There are no specific questions of a sensitive nature. However, some people consider the subject of advance health care planning and the use of advance directives to document a person’s wishes with respect to future health care to be a sensitive topic. In respect for diversity, this form provides patients with the option of using open text space to state individualized preferences for care that are not listed elsewhere in the document; individualized preferences might be social, cultural, or faith-based preferences or specific treatments like pain medications. Without this data collection patients would potentially be deprived of the opportunity to exercise autonomy in the determination of their health care.


12. Estimate of the hour burden of the collection of information:


We estimate a burden of 171,811 hours (343,622 respondents completing the form once annually x 30 minutes). The number of forms is estimated based on facilities’ orders for forms plus downloading of the electronic form, with an estimated 10% overstocking. The time estimated to complete the form is based on clinical experience.


b. If this request for approval covers more than one form, provide separate hour burden estimates for each form and aggregate the hour burdens in Item 13 of OMB 83-I.


This request covers only one form.


c. Provide estimates of annual cost to respondents for the hour burdens for collections of information. The cost of contracting out or paying outside parties for information collection activities should not be included here. Instead, this cost should be included in Item 14.

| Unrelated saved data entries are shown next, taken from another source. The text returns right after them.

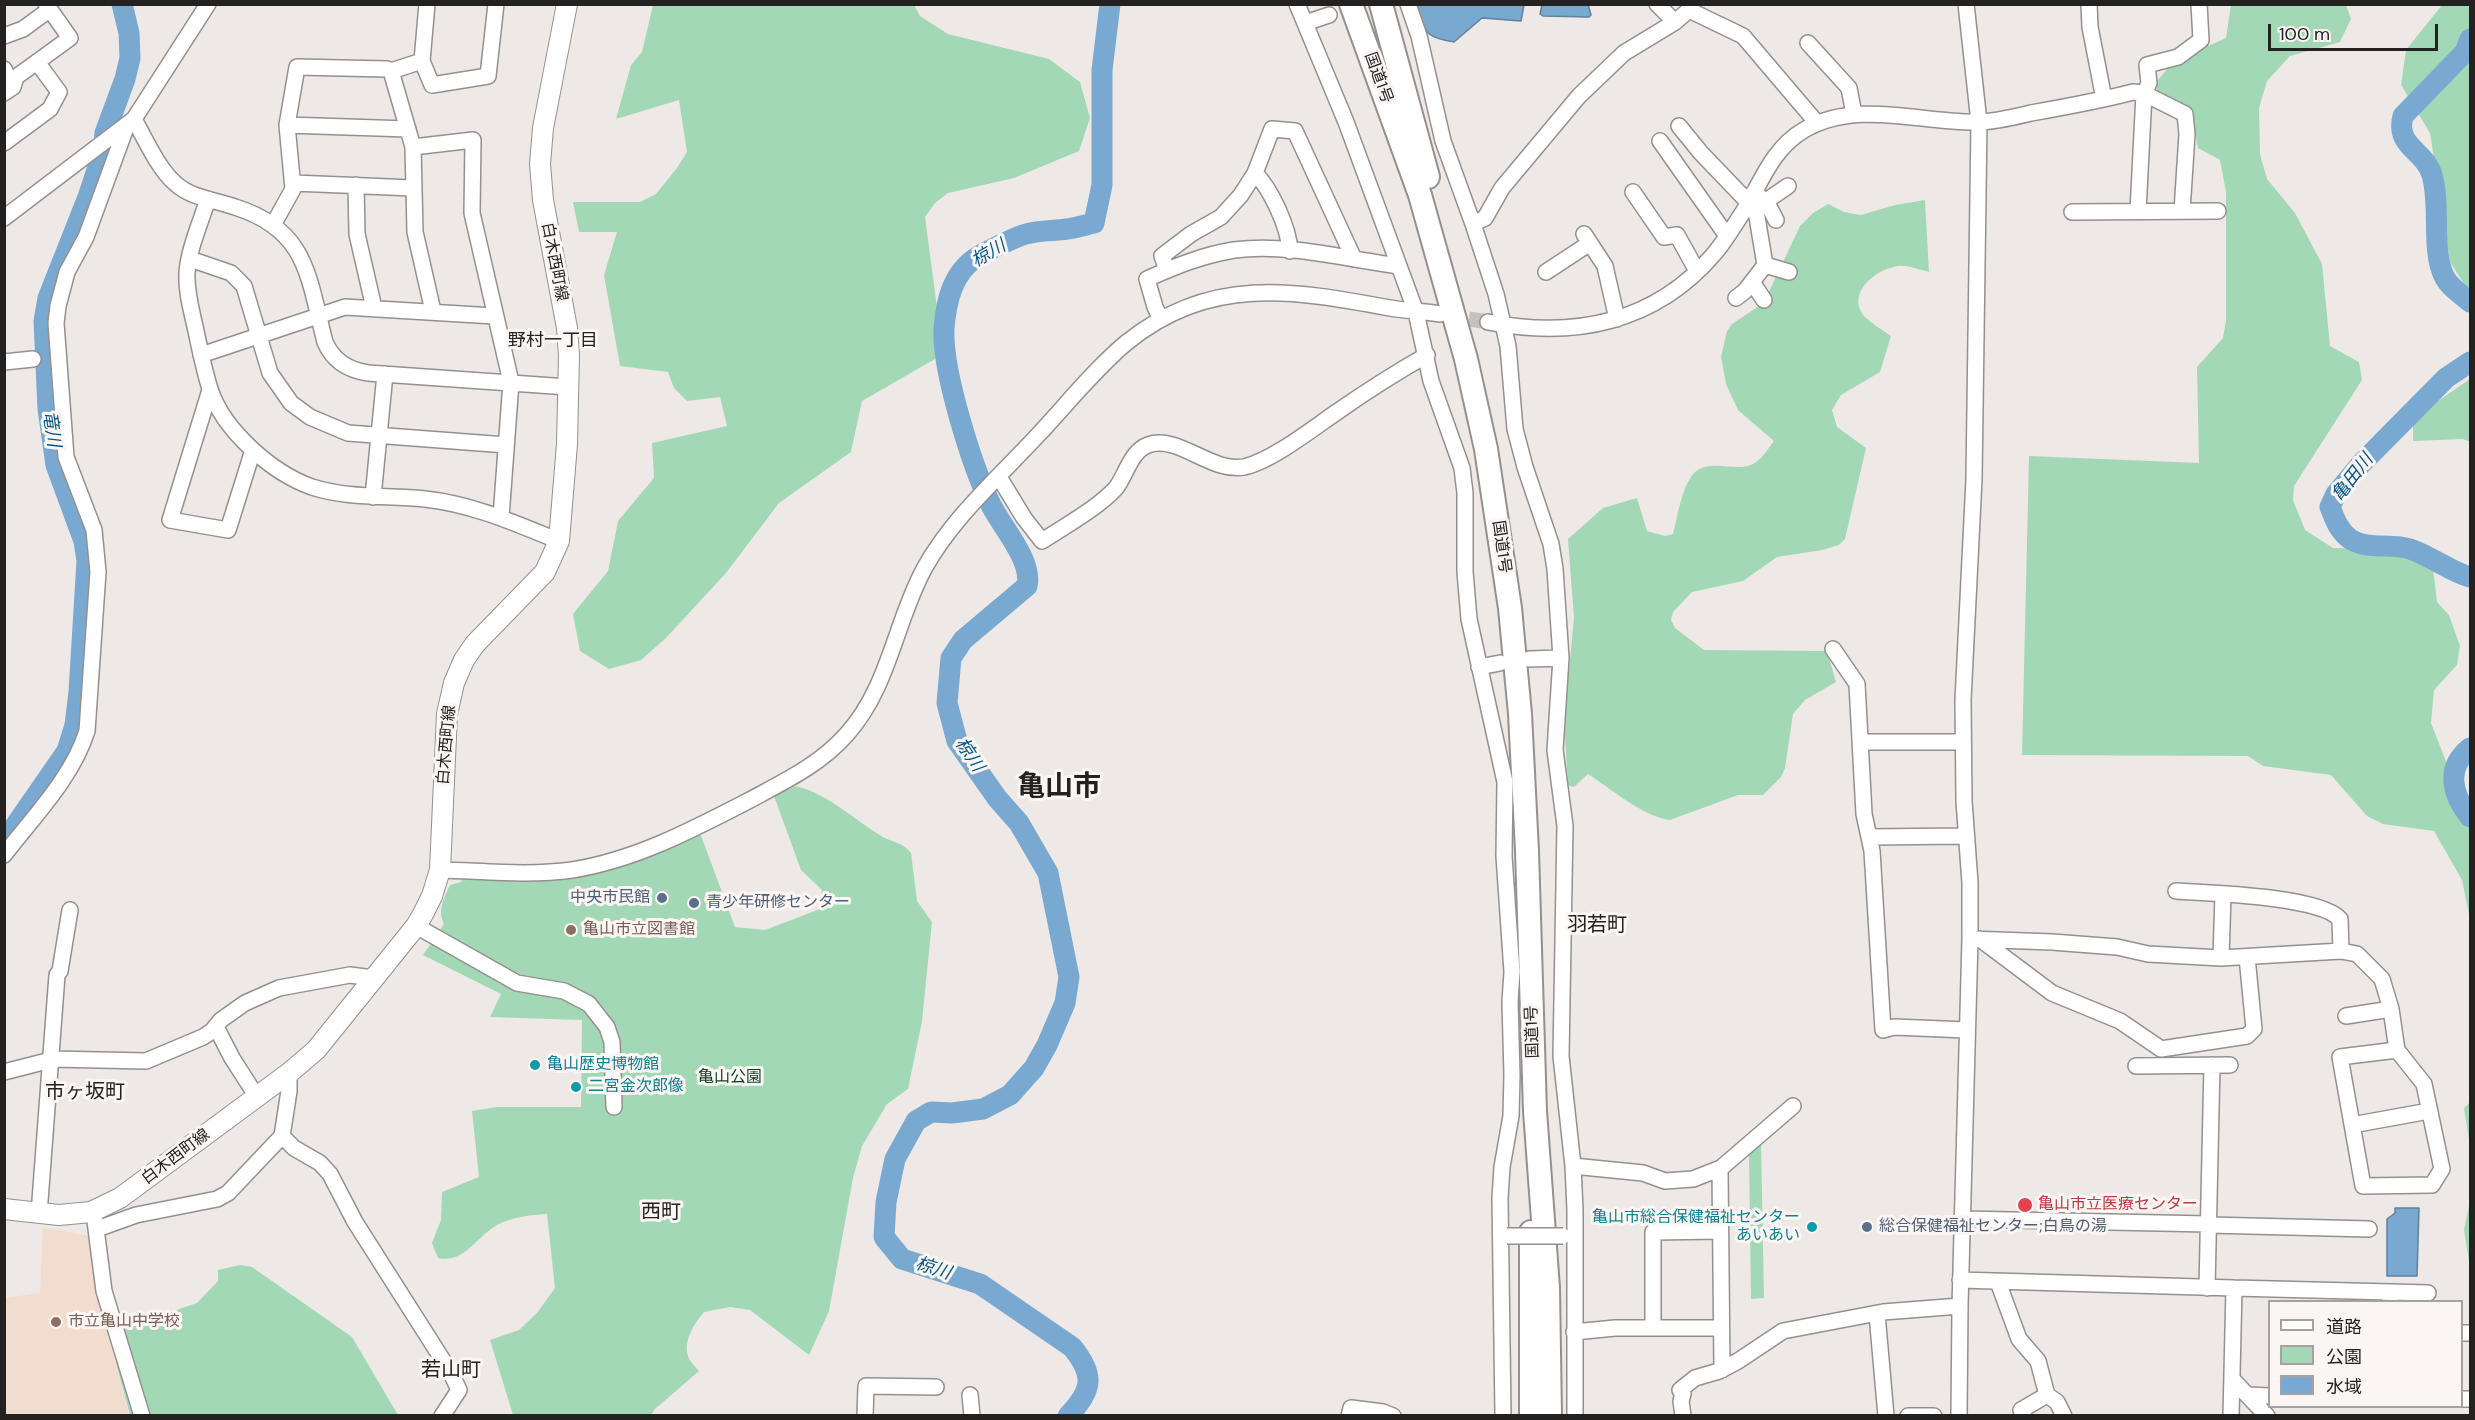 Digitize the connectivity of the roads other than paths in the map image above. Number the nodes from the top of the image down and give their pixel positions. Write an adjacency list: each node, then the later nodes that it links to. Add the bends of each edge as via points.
1 (208, 4): 30 (street)
2 (427, 4): 20 (street)
3 (495, 4): 20 (street, via 488,76 432,85)
4 (567, 4): 85 (main road, 白木西町線, via 543,128 540,164 567,328)
5 (1297, 4): 17 (street)
6 (1351, 4): 43 (highway, 国道1号)
7 (1381, 4): 81 (highway, via 1460,296 1466,326)
8 (1407, 4): 52 (street, via 1419,36 1446,150)
9 (1657, 4): 16 (street)
10 (1966, 4): 28 (street)
11 (2089, 4): 26 (street)
12 (2199, 4): 25 (street, via 2201,40 2178,57 2147,65 2149,83)
13 (48, 7): 18 (street, via 23,29); 21 (street, via 70,38)
14 (1690, 7): 16 (street); 29 (street, via 1743,36)
15 (1332, 10): 17 (street); 43 (highway, via 1409,188)
16 (1674, 22): 52 (street, via 1624,53 1579,96 1502,188 1485,218)
17 (1305, 23): 59 (street)
18 (4, 36)
19 (1808, 43): 27 (street, via 1849,88)
20 (422, 61): 23 (street)
21 (37, 62): 24 (street, via 16,77); 35 (street, via 59,92 44,115)
22 (4, 69): 24 (street)
23 (391, 71): 31 (street, via 297,67); 33 (street)
24 (9, 90)
25 (2144, 94): 26 (street, via 2133,92); 46 (street); 47 (street, via 2184,114 2187,134)
26 (2104, 99): 28 (street)
27 (1854, 114): 28 (street); 29 (street)
28 (1979, 122): 100 (street, via 1974,479)
29 (1817, 123): 45 (street, via 1787,143 1772,160)
30 (126, 125): 44 (street, via 178,187); 50 (street); 103 (street, via 86,237 65,279 56,323 66,457 91,520 97,554 87,732 67,773)
31 (287, 125): 33 (street); 38 (street)
32 (1679, 126): 45 (street, via 1701,153)
33 (408, 129): 36 (street)
34 (1660, 141): 54 (street)
35 (4, 143)
36 (413, 147): 41 (street); 71 (street, via 473,140 472,213)
37 (1255, 173): 55 (street, via 1265,183 1289,238); 57 (street, via 1272,129 1295,132); 60 (street, via 1242,195 1221,217 1162,256)
38 (294, 183): 39 (street); 53 (street)
39 (356, 185): 41 (street); 67 (street, via 357,234)
40 (1788, 186): 45 (street)
41 (413, 188): 68 (street, via 415,232)
42 (1633, 192): 61 (street, via 1664,237 1677,235)
43 (1420, 195): 81 (highway, 国道1号)
44 (208, 199): 53 (street, via 246,210); 56 (street)
45 (1756, 199): 51 (street); 54 (street); 58 (street)
46 (2138, 211): 47 (street); 48 (street)
47 (2182, 211): 49 (street)
48 (2072, 212)
49 (2218, 212)
50 (4, 218)
51 (1776, 220)
52 (1473, 224): 76 (street)
53 (273, 225): 72 (street, via 289,238 302,258)
54 (1727, 236): 61 (street)
55 (1290, 251): 57 (street); 60 (street, via 1236,250 1194,259)
56 (190, 259): 77 (street, via 238,278 248,294); 78 (street, via 188,297)
57 (1354, 259): 59 (street)
58 (1765, 265): 63 (street); 64 (street)
59 (1399, 266): 69 (street)
60 (1167, 270): 73 (street, via 1147,279)
61 (1697, 271): 74 (street, via 1663,297)
62 (1546, 272): 74 (street, via 1587,238 1605,266)
63 (1789, 272)
64 (1752, 282): 65 (street); 66 (street)
65 (1736, 298)
66 (1764, 300)
67 (374, 308): 68 (street); 72 (street, via 345,307)
68 (433, 311): 71 (street)
69 (1416, 312): 70 (street); 73 (street, via 1304,294 1257,291 1210,298); 79 (street)
70 (1440, 314)
71 (494, 316): 84 (street)
72 (318, 317): 77 (street); 83 (street, via 325,342 335,358 354,370)
73 (1161, 319): 90 (street, via 1115,353)
74 (1617, 319): 76 (street, via 1557,330)
75 (1488, 322): 76 (street)
76 (1503, 325): 96 (street, via 1515,429 1551,544)
77 (260, 337): 78 (street); 87 (street, via 270,374 291,403 331,428)
78 (201, 355): 86 (street)
79 (1427, 355): 90 (street, via 1250,465 1221,466 1167,444 1147,445 1109,495 1042,541); 98 (street, via 1439,407 1462,468 1465,572)
80 (33, 359): 82 (street)
81 (1466, 359): 128 (highway, 国道1号, via 1486,449 1520,714)
82 (4, 362)
83 (385, 374): 84 (street); 87 (street)
84 (511, 382): 85 (street); 88 (street)
85 (568, 387): 93 (main road, 白木西町線)
86 (210, 390): 89 (street); 89 (street, via 170,520 228,530)
87 (378, 436): 88 (street); 91 (street)
88 (506, 445): 92 (street)
89 (253, 450): 91 (street, via 282,472 310,486)
90 (997, 479): 104 (street, via 945,537 922,573 866,709 845,736 813,764 661,844 616,860 555,872)
91 (373, 497): 92 (street, via 425,499)
92 (501, 517): 93 (street)
93 (559, 541): 104 (main road, 白木西町線, via 545,572 475,644 454,683 447,714)
94 (1833, 649): 99 (street, via 1857,684)
95 (1529, 658): 96 (street)
96 (1561, 658): 132 (street, via 1555,750 1565,826 1562,1069)
97 (1500, 663): 98 (street)
98 (1479, 667): 141 (street, via 1505,782 1504,856 1512,972 1511,1116 1502,1167)
99 (1862, 742): 100 (street); 102 (street, via 1864,814)
100 (1963, 742): 101 (street)
101 (1966, 836): 102 (street); 109 (street)
102 (1869, 837): 117 (street, via 1883,1030)
103 (4, 855)
104 (440, 870): 108 (main road, 白木西町線)
105 (2176, 891): 106 (street)
106 (2223, 894): 110 (street, via 2253,895 2329,910 2340,919); 112 (street)
107 (70, 910): 119 (street, via 57,975)
108 (416, 927): 113 (main road, 白木西町線); 126 (street, via 517,982 564,991 589,1004 607,1027 612,1042)
109 (1975, 939): 111 (street, via 2052,993 2120,1021 2161,1049 2247,1036 2254,1029); 112 (street); 117 (street)
110 (2340, 951): 111 (street); 114 (street, via 2357,954 2382,979)
111 (2247, 957): 112 (street)
112 (2221, 958)
113 (374, 978): 116 (street, via 350,975 279,988 245,1003); 124 (main road, 白木西町線, via 316,1050)
114 (2391, 1009): 115 (street); 118 (street)
115 (2346, 1016)
116 (216, 1027): 119 (street, via 203,1037 146,1061); 125 (street)
117 (1967, 1030): 136 (street)
118 (2397, 1050): 129 (street, via 2424,1084); 130 (street, via 2340,1058)
119 (52, 1060): 123 (street); 135 (street)
120 (2212, 1065): 121 (street); 122 (street); 138 (street)
121 (2230, 1065)
122 (2136, 1066)
123 (4, 1072)
124 (289, 1073): 125 (main road, 白木西町線); 131 (street)
125 (257, 1097): 137 (main road, 白木西町線)
126 (614, 1107)
127 (1793, 1107): 133 (street)
128 (1535, 1110): 169 (highway, 国道1号); 170 (highway, 国道1号, via 1548,1288)
129 (2429, 1111): 130 (street); 130 (street, via 2442,1169 2432,1185 2363,1186)
130 (2352, 1125)
131 (282, 1136): 137 (street, via 238,1185 217,1199); 163 (street, via 330,1173 355,1221 451,1373 459,1390)
132 (1573, 1166): 133 (street, via 1643,1173 1665,1181 1693,1179); 142 (street)
133 (1720, 1169): 140 (street)
134 (4, 1209): 135 (main road, 白木西町線)
135 (39, 1214): 137 (main road, 白木西町線)
136 (1962, 1219): 138 (street); 143 (street)
137 (94, 1221): 162 (street, via 105,1291)
138 (2209, 1224): 139 (street); 145 (street)
139 (2369, 1229)
140 (1720, 1231): 152 (street, via 1653,1232); 153 (street)
141 (1503, 1237): 142 (street, bridge); 168 (street)
142 (1569, 1237): 154 (street)
143 (1960, 1280): 144 (street); 150 (street)
144 (1998, 1282): 145 (street); 159 (street, via 2019,1339 2038,1361)
145 (2207, 1288): 146 (street)
146 (2234, 1288): 148 (street); 156 (street)
147 (2428, 1293): 149 (street)
148 (2298, 1296): 149 (street)
149 (2391, 1297)
150 (1960, 1306): 151 (street); 176 (street)
151 (1877, 1314): 155 (street, via 1783,1331); 173 (street)
152 (1653, 1328): 153 (street); 154 (street)
153 (1721, 1328): 155 (street)
154 (1574, 1332): 171 (street)
155 (1722, 1370): 172 (street, via 1695,1378 1680,1390)
156 (2232, 1378): 160 (street); 179 (street)
157 (936, 1387): 164 (street, via 866,1386)
158 (970, 1395): 165 (street)
159 (2047, 1395): 177 (street, via 2021,1410); 178 (street)
160 (2249, 1395): 161 (street); 180 (street)
161 (2268, 1396)
162 (142, 1416)
163 (442, 1416)
164 (865, 1416)
165 (972, 1416)
166 (1349, 1416): 167 (street, via 1351,1408)
167 (1393, 1416)
168 (1503, 1416)
169 (1531, 1416)
170 (1550, 1416)
171 (1575, 1416)
172 (1683, 1416)
173 (1886, 1416)
174 (1908, 1416): 175 (street)
175 (1935, 1416)
176 (1959, 1416)
177 (2024, 1416)
178 (2064, 1416)
179 (2231, 1416)
180 (2267, 1416) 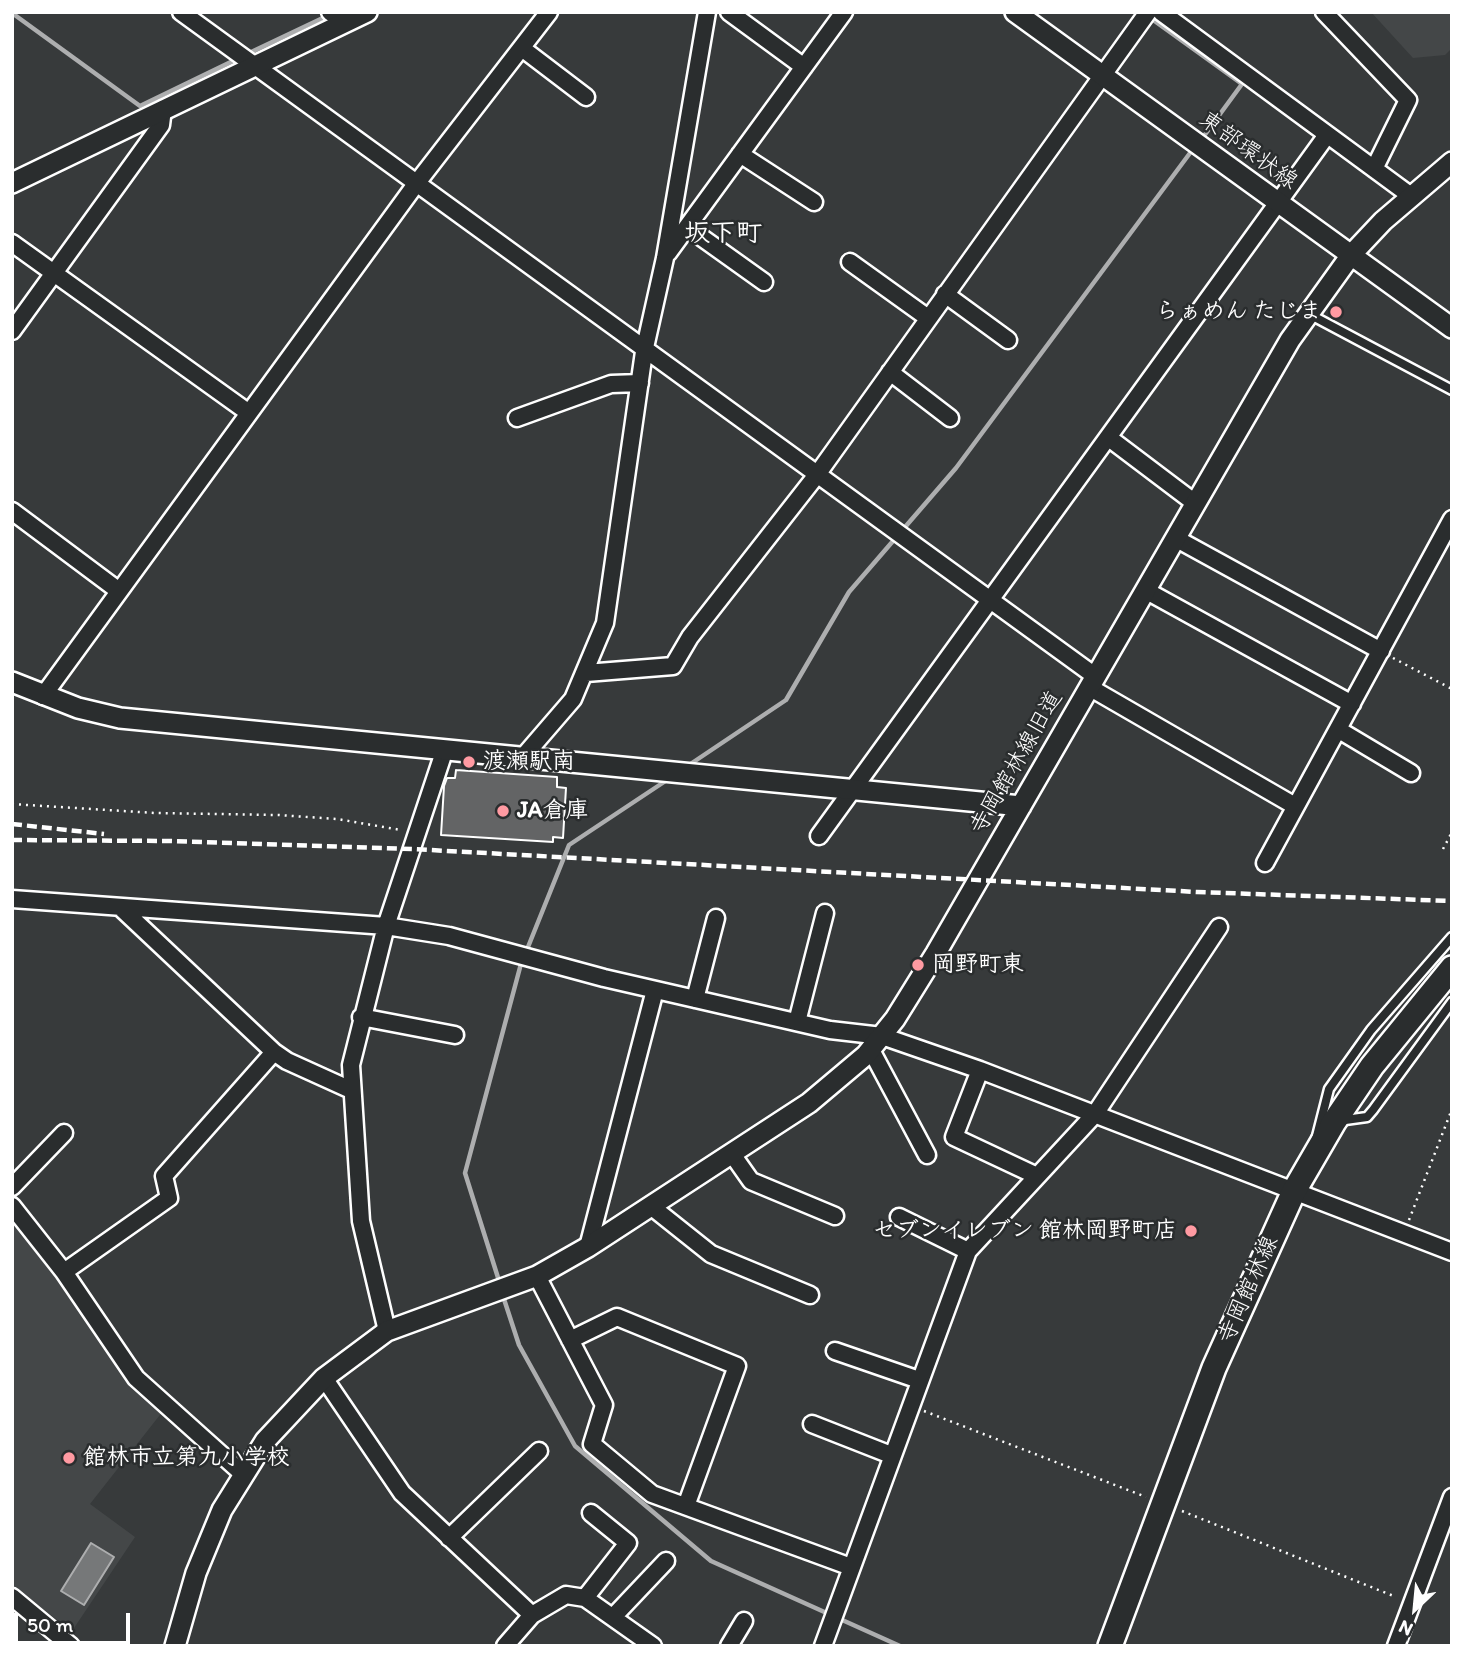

Cost to the public is estimated at $4,123,464 (171,811 hours x $24.00 per hour)


13. Provide an estimate of the total annual cost burden to respondents or record keepers resulting from the collection of information. (Do not include the cost of any hour burden shown in Items 12 and 14).


a. There are no capital, start-up, operation or maintenance costs.

b. Cost estimates are not expected to vary widely. The only cost is that for the time of the respondent.

c. There are no anticipated capital start-up cost components or requests to provide information.


14. Provide estimates of annual cost to the Federal Government. Also, provide a description of the method used to estimate cost, which should include quantification of hours, operation expenses (such as equipment, overhead, printing, and support staff), and any other expense that would not have been incurred without this collection of information. Agencies also may aggregate cost estimates from Items 12, 13, and 14 in a single table.


Cost to the Federal Government is estimated at $6,379,342. This is based on the 30 minutes the health care provider (generally a nurse or social worker averaging $37.13 per hour) spends explaining the Advance Directive form to the patient (343,622 x 30 min @ $37.13/hr).


15. Explain the reason for any program changes or adjustments reported in Items 13 or 14 of OMB 83-I


The form has been updated to include an expiration date placeholder in accordance with OMB requirements. Additionally, the form has been modified to request only the last four digits of the Veterans social security number.


16. For collections of information whose results will be published, outline plans for tabulation and publication. Address any complex analytical techniques that will be used. Provide the time schedule for the entire project, including beginning and ending dates of the collection of information, completion of report, publication dates, and other actions.


There are no plans to publish the results of the information collected.


17. If seeking approval to omit the expiration date for OMB approval of the information collection, explain the reasons that display would be inappropriate.


We are not seeking approval to omit the expiration date for OMB approval.


18. Explain each exception to the certification statement identified in Item 19, “Certification for Paperwork Reduction Act Submissions,” of OMB 83-I.


There are no exceptions.


B. COLLECTIONS OF INFORMATION EMPLOYING STATISTICAL METHODS


No statistical methods are used in this data collection.